Adrian bristled. “I’m not a Clayton man,” Adrian said.
“Clayton your patron?” Pablo asked.
“It’s not like that,” Adrian said. “I teach propulsion theory at the Naval Academy. I’ve lived here for a long time.”
“You don’t live here, Clayton,” Pablo said.
“I’m from Lancaster,” Adrian said. “Clayton sponsors me, and funds my work, but I’m not just some hired thug.”
“You better than all the lowly thugs, yeah?” Pablo said.
“I didn’t say that,” Adrian said, frowning.
Pablo smiled without any genuine cheer. He waited for Adrian to explain himself, to defend his careless remark. Pablo knew that he had the upper hand for the moment, but like anyone living on the fringes of society, he also knew that his advantage wouldn’t last very long.
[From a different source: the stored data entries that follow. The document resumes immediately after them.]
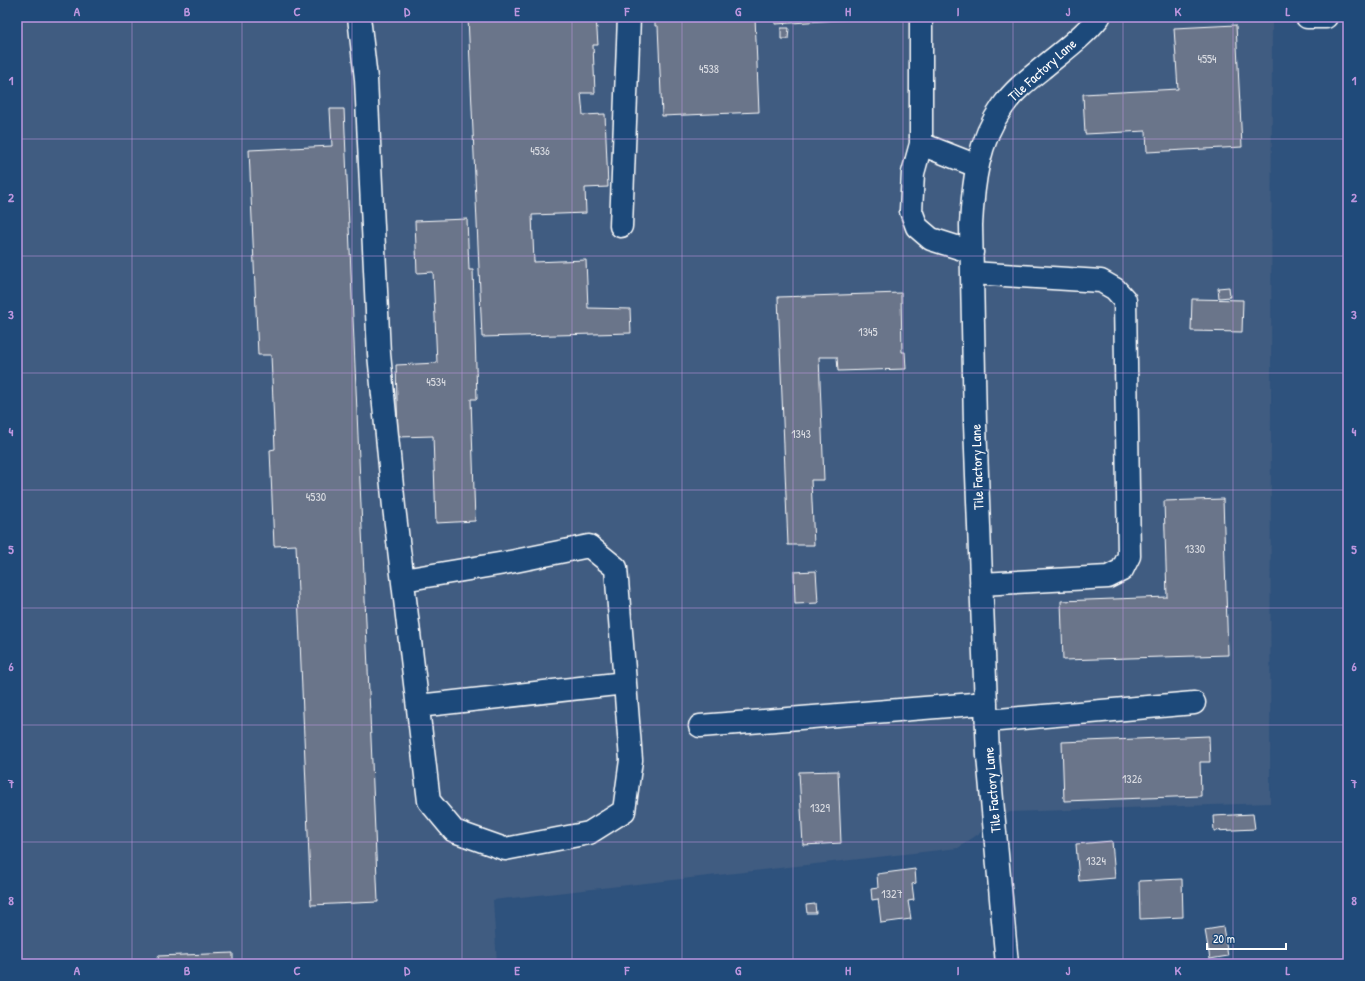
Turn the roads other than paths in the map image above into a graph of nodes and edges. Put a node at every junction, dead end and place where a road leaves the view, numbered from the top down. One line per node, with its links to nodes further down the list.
1 (359, 17): 11 (street)
2 (629, 17): 9 (street)
3 (921, 17): 7 (street)
4 (1099, 17): 8 (street, Tile Factory Lane)
5 (1307, 17): 6 (street)
6 (1326, 17)
7 (921, 144): 8 (street); 10 (street)
8 (977, 166): 10 (street, Tile Factory Lane)
9 (621, 226)
10 (972, 263): 12 (street, Tile Factory Lane); 12 (street)
11 (403, 580): 13 (street); 15 (street)
12 (981, 584): 16 (street, Tile Factory Lane)
13 (625, 683): 15 (street); 15 (street)
14 (1194, 703): 16 (street)
15 (418, 706)
16 (987, 712): 17 (street); 18 (street, Tile Factory Lane)
17 (700, 726)
18 (1007, 964)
Rogues weren’t protected by any patron.
Adrian decided, reminded himself, that he didn’t care if this young rogue liked him or not. He didn’t want to be here in the first place, chasing after Sebastian Porter’s wayward granddaughter, but he didn’t have much choice, because Sebastian Porter had donated a large sum of money to the Academy and had advocated for Adrian’s patronage to Clayton. He’d served on the Clayton board of directors for a very long time — in fact, he and Oscar Clayton’s father had founded the company back at the turn of the century. Sebastian Porter was one of the original lions of space commerce, following in the footsteps of the old gods — the men and women of the 20th and 21st centuries, who blasted off into space strapped inside tin cans, sitting on top of exploding liquid nitrogen and oxygen — then found a way to make money doing it.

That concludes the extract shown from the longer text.